[Dataset entries]
• • • •
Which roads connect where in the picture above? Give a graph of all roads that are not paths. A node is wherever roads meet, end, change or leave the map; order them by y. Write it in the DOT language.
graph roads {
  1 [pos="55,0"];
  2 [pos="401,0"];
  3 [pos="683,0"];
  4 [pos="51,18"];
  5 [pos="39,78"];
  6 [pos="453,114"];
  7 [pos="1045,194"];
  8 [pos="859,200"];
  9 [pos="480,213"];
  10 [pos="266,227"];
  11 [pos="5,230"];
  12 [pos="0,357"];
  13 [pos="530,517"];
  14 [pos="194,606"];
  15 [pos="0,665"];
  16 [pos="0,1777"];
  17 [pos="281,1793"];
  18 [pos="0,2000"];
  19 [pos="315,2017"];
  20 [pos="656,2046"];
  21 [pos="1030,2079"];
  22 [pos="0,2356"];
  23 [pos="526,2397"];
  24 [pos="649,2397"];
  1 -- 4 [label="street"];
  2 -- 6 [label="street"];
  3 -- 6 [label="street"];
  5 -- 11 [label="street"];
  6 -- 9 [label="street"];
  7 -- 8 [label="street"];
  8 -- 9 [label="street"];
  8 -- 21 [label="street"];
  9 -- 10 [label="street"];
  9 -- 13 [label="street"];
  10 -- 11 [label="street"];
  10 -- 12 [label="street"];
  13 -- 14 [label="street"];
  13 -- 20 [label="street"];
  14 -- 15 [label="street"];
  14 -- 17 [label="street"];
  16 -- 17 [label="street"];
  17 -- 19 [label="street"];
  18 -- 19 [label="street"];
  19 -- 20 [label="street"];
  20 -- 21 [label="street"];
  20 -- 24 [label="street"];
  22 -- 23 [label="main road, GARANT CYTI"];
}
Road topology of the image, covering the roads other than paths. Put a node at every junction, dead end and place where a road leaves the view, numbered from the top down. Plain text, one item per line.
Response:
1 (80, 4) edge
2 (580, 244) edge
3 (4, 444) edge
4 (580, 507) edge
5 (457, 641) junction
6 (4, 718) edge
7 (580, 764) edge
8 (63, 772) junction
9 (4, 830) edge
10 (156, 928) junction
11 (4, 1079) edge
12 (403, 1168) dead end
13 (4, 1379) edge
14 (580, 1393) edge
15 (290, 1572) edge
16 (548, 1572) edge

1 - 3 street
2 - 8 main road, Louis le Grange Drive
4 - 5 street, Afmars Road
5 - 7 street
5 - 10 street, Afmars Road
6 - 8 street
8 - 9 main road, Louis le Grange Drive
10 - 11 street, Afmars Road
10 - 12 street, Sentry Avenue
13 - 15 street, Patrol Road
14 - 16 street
• • • •
▸ **REQUIRED ACTION**
Output each record above exactly, omitting nothing.

▸ **WRITTEN SOLUTION**
Which roads connect where in the picture above? Give a graph of all roads that are not paths. A node is wherever roads meet, end, change or leave the map; order them by y. Write it in the DOT language.
graph roads {
  1 [pos="55,0"];
  2 [pos="401,0"];
  3 [pos="683,0"];
  4 [pos="51,18"];
  5 [pos="39,78"];
  6 [pos="453,114"];
  7 [pos="1045,194"];
  8 [pos="859,200"];
  9 [pos="480,213"];
  10 [pos="266,227"];
  11 [pos="5,230"];
  12 [pos="0,357"];
  13 [pos="530,517"];
  14 [pos="194,606"];
  15 [pos="0,665"];
  16 [pos="0,1777"];
  17 [pos="281,1793"];
  18 [pos="0,2000"];
  19 [pos="315,2017"];
  20 [pos="656,2046"];
  21 [pos="1030,2079"];
  22 [pos="0,2356"];
  23 [pos="526,2397"];
  24 [pos="649,2397"];
  1 -- 4 [label="street"];
  2 -- 6 [label="street"];
  3 -- 6 [label="street"];
  5 -- 11 [label="street"];
  6 -- 9 [label="street"];
  7 -- 8 [label="street"];
  8 -- 9 [label="street"];
  8 -- 21 [label="street"];
  9 -- 10 [label="street"];
  9 -- 13 [label="street"];
  10 -- 11 [label="street"];
  10 -- 12 [label="street"];
  13 -- 14 [label="street"];
  13 -- 20 [label="street"];
  14 -- 15 [label="street"];
  14 -- 17 [label="street"];
  16 -- 17 [label="street"];
  17 -- 19 [label="street"];
  18 -- 19 [label="street"];
  19 -- 20 [label="street"];
  20 -- 21 [label="street"];
  20 -- 24 [label="street"];
  22 -- 23 [label="main road, GARANT CYTI"];
}
Road topology of the image, covering the roads other than paths. Put a node at every junction, dead end and place where a road leaves the view, numbered from the top down. Plain text, one item per line.
Response:
1 (80, 4) edge
2 (580, 244) edge
3 (4, 444) edge
4 (580, 507) edge
5 (457, 641) junction
6 (4, 718) edge
7 (580, 764) edge
8 (63, 772) junction
9 (4, 830) edge
10 (156, 928) junction
11 (4, 1079) edge
12 (403, 1168) dead end
13 (4, 1379) edge
14 (580, 1393) edge
15 (290, 1572) edge
16 (548, 1572) edge

1 - 3 street
2 - 8 main road, Louis le Grange Drive
4 - 5 street, Afmars Road
5 - 7 street
5 - 10 street, Afmars Road
6 - 8 street
8 - 9 main road, Louis le Grange Drive
10 - 11 street, Afmars Road
10 - 12 street, Sentry Avenue
13 - 15 street, Patrol Road
14 - 16 street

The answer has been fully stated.